ラジオ体操と朝の散歩は毎日欠かさぬものの、年をとり外出する機会がますます減ってきた。同様に人との会話の機会もめっきり減った。話す相手が“うちの奥さんだけ”の日がだんだん多くなっている。会話がすくなくなるにつけ、ますます世間の出来事に疎くなる。最後はオタクに変身するのではと心配になる。
しばらくのズルで髪の毛がずいぶんと伸びている。今日こそ散髪しようとバスで街に出た。行きつけの理髪店とは50年近くのお付き合い。散髪中のマスターとの雑談がとても気持ちよい。わずかな時間だが日ごろの会話不足を補う至福の時だ。
店を出る時、マスターが遠慮しながら「理髪代、消費税分を上乗せさせていただきました」と小さな声で言った。そうだ4月から消費税が上がっている。
バスに乗った時にはきずかなかったが、今まで260円だった区間が300円となっていた。初乗り料金も130円が150円。よく見ると、庶民の足である公共交通機関の料金が消費税増税分を上回る便乗値上げとなっている。
ガソリンの値上がりはもっと激しい。アベノミクスで円安が進み石油価格が急上昇。ガソリン価格を何度引き上げても追いつくものではない。消費税の増税がそれに追い打ちをかける。さらに、ガソリン税も上がった。まさにガソリン価格の3重苦。ハイオク1ℓ169円、レギュラー1ℓ158円の看板が目に痛い。先月同時期よりも10円以上の値上げとなっている。
消費増税は人ごとではない。久しぶりに街に出てそれを実感した。すべての料金がアップしている。さらに、便乗値上げも横行している感がある。電気代、ガス代などの公共利料金の値上げもすさまじい。健康保険や年金など保険料の値上げも容赦なし。

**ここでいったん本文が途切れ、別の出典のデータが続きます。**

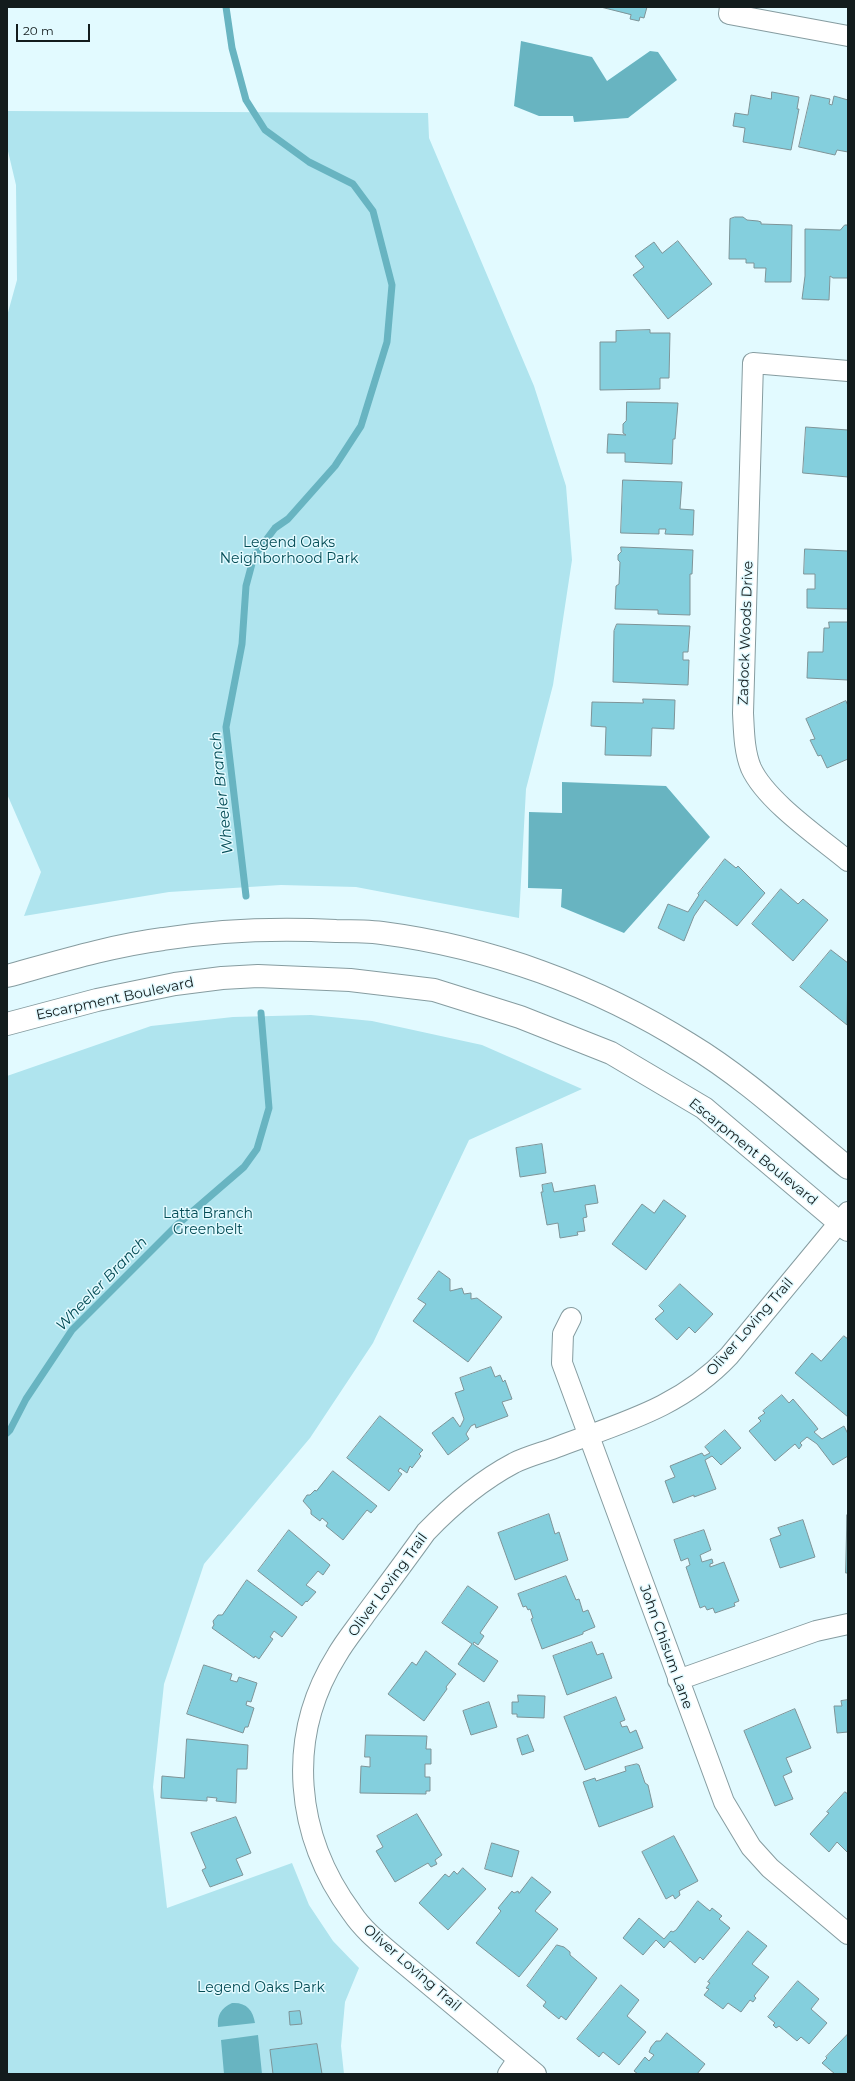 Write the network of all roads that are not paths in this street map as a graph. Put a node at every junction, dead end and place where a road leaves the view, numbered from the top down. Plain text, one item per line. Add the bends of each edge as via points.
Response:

大企業に勤める現役の方々にはわずかではあるがベアもあった。だが高齢者にとっての命綱、年金は消費増税と併せて4月から0.7%が減額される。物価は上がる。年金は下がる。ガソリンではないが年金生活者には2重の苦痛。
世はまさに高齢化社会。特別養護老人ホーム(特養)に入所を希望しながら待機している人が熊本県内で7440人に上るという。
相次ぐ物価の値上げと介護や医療など、老後の生活が心配でならない。集団的自衛権や武器3原則の見直しに走る安倍総理。それよりも、民意が望む国民生活の向上に、弱者の視線にそった政治を優先していただくわけにはいかないものだろうか。